= Assigned task =
Return all the entries exactly. No pictures.

Supplied records START

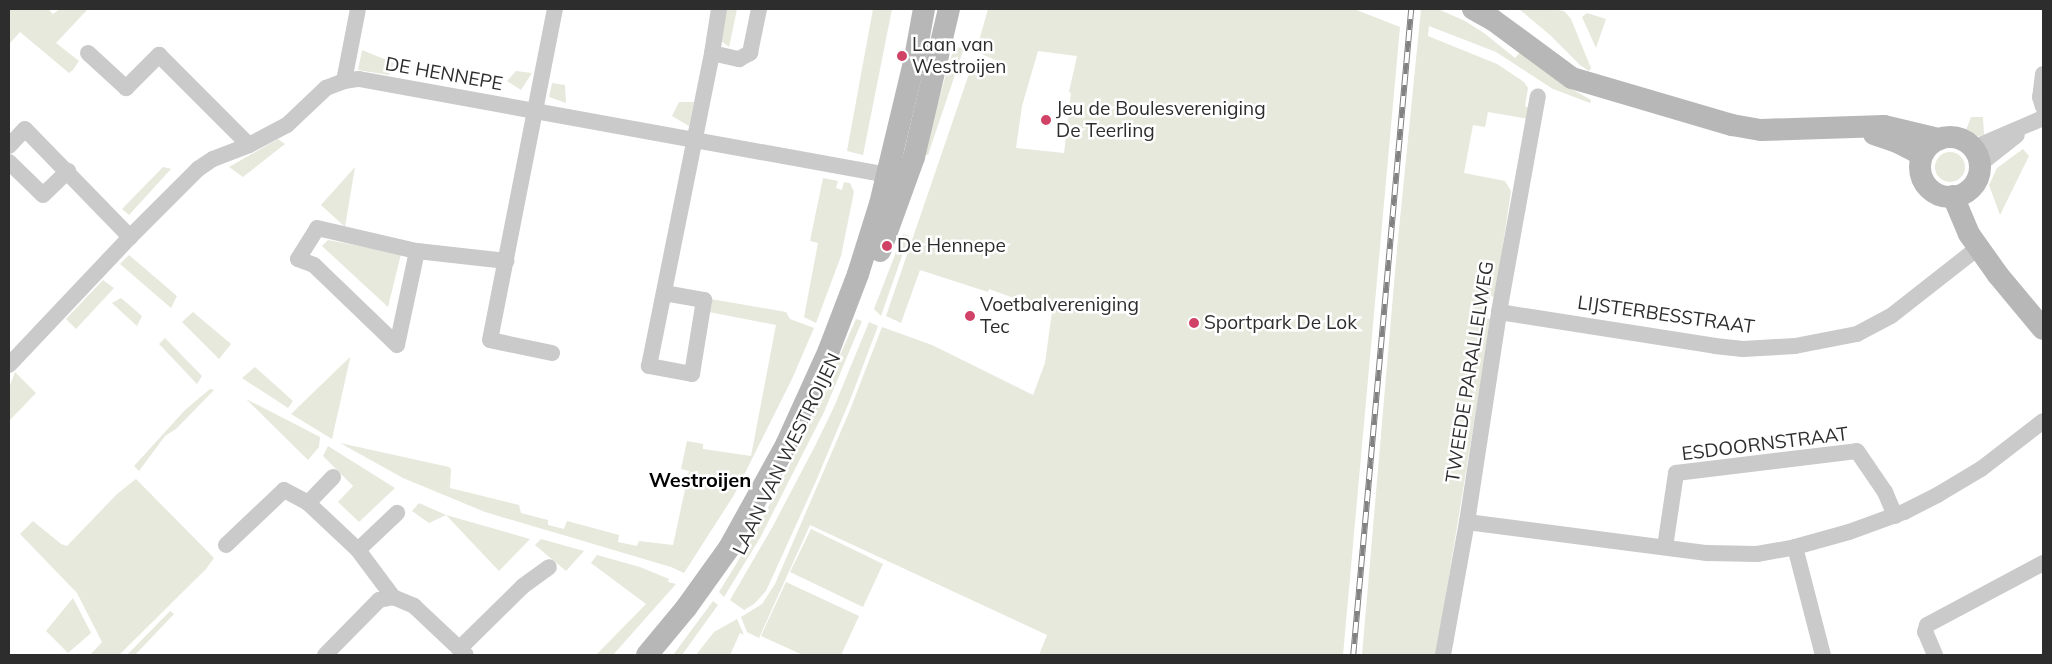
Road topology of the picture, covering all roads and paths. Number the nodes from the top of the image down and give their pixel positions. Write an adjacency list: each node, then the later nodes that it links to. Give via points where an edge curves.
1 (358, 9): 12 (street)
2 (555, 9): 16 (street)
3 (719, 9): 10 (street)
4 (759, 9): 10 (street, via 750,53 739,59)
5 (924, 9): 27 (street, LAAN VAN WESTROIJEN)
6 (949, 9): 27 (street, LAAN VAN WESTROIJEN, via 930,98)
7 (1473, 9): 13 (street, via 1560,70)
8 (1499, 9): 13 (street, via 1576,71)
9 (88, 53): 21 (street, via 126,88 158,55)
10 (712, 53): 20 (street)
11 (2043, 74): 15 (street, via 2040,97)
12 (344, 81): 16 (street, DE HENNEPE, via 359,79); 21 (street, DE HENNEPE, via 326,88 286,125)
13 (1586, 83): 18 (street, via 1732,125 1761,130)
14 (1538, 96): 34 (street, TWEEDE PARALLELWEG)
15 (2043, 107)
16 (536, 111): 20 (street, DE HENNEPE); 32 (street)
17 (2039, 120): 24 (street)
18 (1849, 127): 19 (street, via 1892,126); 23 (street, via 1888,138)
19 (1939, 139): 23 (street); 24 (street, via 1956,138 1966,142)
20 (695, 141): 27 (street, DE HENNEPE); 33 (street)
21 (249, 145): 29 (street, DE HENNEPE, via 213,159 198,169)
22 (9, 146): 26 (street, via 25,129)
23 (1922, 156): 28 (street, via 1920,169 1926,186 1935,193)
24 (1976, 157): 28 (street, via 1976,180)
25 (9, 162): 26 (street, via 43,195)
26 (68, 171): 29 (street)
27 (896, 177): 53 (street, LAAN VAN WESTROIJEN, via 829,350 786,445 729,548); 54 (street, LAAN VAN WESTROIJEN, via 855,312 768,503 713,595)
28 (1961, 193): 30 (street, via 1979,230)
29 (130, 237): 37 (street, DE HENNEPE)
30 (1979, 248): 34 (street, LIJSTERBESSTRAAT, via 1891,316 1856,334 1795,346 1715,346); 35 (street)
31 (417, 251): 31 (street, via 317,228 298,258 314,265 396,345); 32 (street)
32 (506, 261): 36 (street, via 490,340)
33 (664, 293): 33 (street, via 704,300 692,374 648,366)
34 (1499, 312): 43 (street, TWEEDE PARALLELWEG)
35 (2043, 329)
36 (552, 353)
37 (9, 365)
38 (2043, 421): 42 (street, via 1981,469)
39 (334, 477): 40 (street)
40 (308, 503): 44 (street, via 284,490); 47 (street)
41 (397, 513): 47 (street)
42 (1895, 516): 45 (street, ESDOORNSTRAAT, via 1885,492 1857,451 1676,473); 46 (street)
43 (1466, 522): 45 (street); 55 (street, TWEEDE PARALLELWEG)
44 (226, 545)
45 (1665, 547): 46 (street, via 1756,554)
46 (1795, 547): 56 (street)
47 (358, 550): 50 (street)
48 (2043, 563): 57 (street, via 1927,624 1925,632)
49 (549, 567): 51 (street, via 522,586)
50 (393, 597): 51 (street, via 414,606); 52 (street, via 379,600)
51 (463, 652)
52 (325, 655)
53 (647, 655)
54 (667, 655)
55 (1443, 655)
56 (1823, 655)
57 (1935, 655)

Supplied records END

= Reply to the exercise =
Road topology of the picture, covering all roads and paths. Number the nodes from the top of the image down and give their pixel positions. Write an adjacency list: each node, then the later nodes that it links to. Give via points where an edge curves.
1 (358, 9): 12 (street)
2 (555, 9): 16 (street)
3 (719, 9): 10 (street)
4 (759, 9): 10 (street, via 750,53 739,59)
5 (924, 9): 27 (street, LAAN VAN WESTROIJEN)
6 (949, 9): 27 (street, LAAN VAN WESTROIJEN, via 930,98)
7 (1473, 9): 13 (street, via 1560,70)
8 (1499, 9): 13 (street, via 1576,71)
9 (88, 53): 21 (street, via 126,88 158,55)
10 (712, 53): 20 (street)
11 (2043, 74): 15 (street, via 2040,97)
12 (344, 81): 16 (street, DE HENNEPE, via 359,79); 21 (street, DE HENNEPE, via 326,88 286,125)
13 (1586, 83): 18 (street, via 1732,125 1761,130)
14 (1538, 96): 34 (street, TWEEDE PARALLELWEG)
15 (2043, 107)
16 (536, 111): 20 (street, DE HENNEPE); 32 (street)
17 (2039, 120): 24 (street)
18 (1849, 127): 19 (street, via 1892,126); 23 (street, via 1888,138)
19 (1939, 139): 23 (street); 24 (street, via 1956,138 1966,142)
20 (695, 141): 27 (street, DE HENNEPE); 33 (street)
21 (249, 145): 29 (street, DE HENNEPE, via 213,159 198,169)
22 (9, 146): 26 (street, via 25,129)
23 (1922, 156): 28 (street, via 1920,169 1926,186 1935,193)
24 (1976, 157): 28 (street, via 1976,180)
25 (9, 162): 26 (street, via 43,195)
26 (68, 171): 29 (street)
27 (896, 177): 53 (street, LAAN VAN WESTROIJEN, via 829,350 786,445 729,548); 54 (street, LAAN VAN WESTROIJEN, via 855,312 768,503 713,595)
28 (1961, 193): 30 (street, via 1979,230)
29 (130, 237): 37 (street, DE HENNEPE)
30 (1979, 248): 34 (street, LIJSTERBESSTRAAT, via 1891,316 1856,334 1795,346 1715,346); 35 (street)
31 (417, 251): 31 (street, via 317,228 298,258 314,265 396,345); 32 (street)
32 (506, 261): 36 (street, via 490,340)
33 (664, 293): 33 (street, via 704,300 692,374 648,366)
34 (1499, 312): 43 (street, TWEEDE PARALLELWEG)
35 (2043, 329)
36 (552, 353)
37 (9, 365)
38 (2043, 421): 42 (street, via 1981,469)
39 (334, 477): 40 (street)
40 (308, 503): 44 (street, via 284,490); 47 (street)
41 (397, 513): 47 (street)
42 (1895, 516): 45 (street, ESDOORNSTRAAT, via 1885,492 1857,451 1676,473); 46 (street)
43 (1466, 522): 45 (street); 55 (street, TWEEDE PARALLELWEG)
44 (226, 545)
45 (1665, 547): 46 (street, via 1756,554)
46 (1795, 547): 56 (street)
47 (358, 550): 50 (street)
48 (2043, 563): 57 (street, via 1927,624 1925,632)
49 (549, 567): 51 (street, via 522,586)
50 (393, 597): 51 (street, via 414,606); 52 (street, via 379,600)
51 (463, 652)
52 (325, 655)
53 (647, 655)
54 (667, 655)
55 (1443, 655)
56 (1823, 655)
57 (1935, 655)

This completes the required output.